At the end of No. 4 Rd in Richmond lies Finn Slough, a historic fishing village that has existed since the late 1800s. Built on swampland, Finn Slough (pronounced ‘Slew’) consists of floating homes, houses on stilts, and both active and retired fishing boats. Originally established by Finnish settlers in the 1880s, Finn Slough has existed for over a century. The original settlement was north of the current location, with the first houses built on pilings to protect them from the high tides. By 1910, a small community of fishermen had sprung up at Finn Slough, and by the 1930s there were over forty fishing boats moored there.
Now, Finn Slough is the last commercial fishing village on the Fraser River. The village is also one of the last tidal communities on the west coast and has remained relatively unchanged over the years. Approximately thirty residents remain in the floating or raised homes, with gillnet fish-boats and net-mending floats belonging to fifth generation fishermen. Some of the residents live in the original scow houses used by the Finns, while others live in converted net sheds. The houses aren’t equipped with plumbing, and residents use wood-burning stoves for heat.

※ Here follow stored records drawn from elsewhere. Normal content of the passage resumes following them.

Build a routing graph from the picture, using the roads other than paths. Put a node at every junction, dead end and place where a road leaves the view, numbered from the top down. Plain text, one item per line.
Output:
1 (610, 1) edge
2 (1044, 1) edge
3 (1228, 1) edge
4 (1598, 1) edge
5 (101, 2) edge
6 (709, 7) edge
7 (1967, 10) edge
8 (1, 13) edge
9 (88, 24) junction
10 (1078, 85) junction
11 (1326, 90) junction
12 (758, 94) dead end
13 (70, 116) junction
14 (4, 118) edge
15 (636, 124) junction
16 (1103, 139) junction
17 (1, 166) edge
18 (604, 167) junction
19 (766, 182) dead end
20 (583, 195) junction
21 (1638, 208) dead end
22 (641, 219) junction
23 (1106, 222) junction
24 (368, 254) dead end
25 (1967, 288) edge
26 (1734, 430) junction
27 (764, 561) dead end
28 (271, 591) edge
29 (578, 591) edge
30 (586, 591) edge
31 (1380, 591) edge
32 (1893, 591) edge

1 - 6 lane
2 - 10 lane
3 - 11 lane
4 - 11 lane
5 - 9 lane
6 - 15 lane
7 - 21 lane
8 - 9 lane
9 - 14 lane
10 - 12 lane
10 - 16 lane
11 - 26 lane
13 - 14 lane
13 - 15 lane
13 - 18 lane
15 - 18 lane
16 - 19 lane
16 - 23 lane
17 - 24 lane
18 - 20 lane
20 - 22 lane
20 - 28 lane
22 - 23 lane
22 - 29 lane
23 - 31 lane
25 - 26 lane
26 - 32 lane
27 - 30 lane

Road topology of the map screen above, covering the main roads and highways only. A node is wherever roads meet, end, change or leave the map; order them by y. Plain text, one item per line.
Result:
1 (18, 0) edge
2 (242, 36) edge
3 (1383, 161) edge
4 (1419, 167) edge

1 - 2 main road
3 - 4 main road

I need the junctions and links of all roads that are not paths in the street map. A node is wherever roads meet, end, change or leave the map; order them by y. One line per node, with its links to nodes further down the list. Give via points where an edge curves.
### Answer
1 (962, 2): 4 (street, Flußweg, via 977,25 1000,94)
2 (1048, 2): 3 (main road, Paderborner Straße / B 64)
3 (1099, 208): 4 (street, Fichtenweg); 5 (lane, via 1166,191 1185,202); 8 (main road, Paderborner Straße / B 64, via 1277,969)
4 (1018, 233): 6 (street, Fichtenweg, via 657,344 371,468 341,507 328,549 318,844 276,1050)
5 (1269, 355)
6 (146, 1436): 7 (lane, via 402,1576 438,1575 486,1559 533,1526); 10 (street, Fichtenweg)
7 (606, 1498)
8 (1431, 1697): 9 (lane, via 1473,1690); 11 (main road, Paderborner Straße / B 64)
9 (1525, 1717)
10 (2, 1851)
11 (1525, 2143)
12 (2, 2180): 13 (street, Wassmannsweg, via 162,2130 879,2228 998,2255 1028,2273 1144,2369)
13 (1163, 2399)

Finn Slough is worth paying a visit not just to take a trip to the past, but also to see a small community co-existing with nature. The houses and boats seemingly appear to exist within the natural environment and a variety of wildlife, especially birds, can be seen around the area. Walking across the old, creaking boardwalk into the small, sleepy community, makes it hard to believe that urban Vancouver is just a half hour away.
When visiting, don’t forget your camera but please remember to be respectful of the residents’ privacy.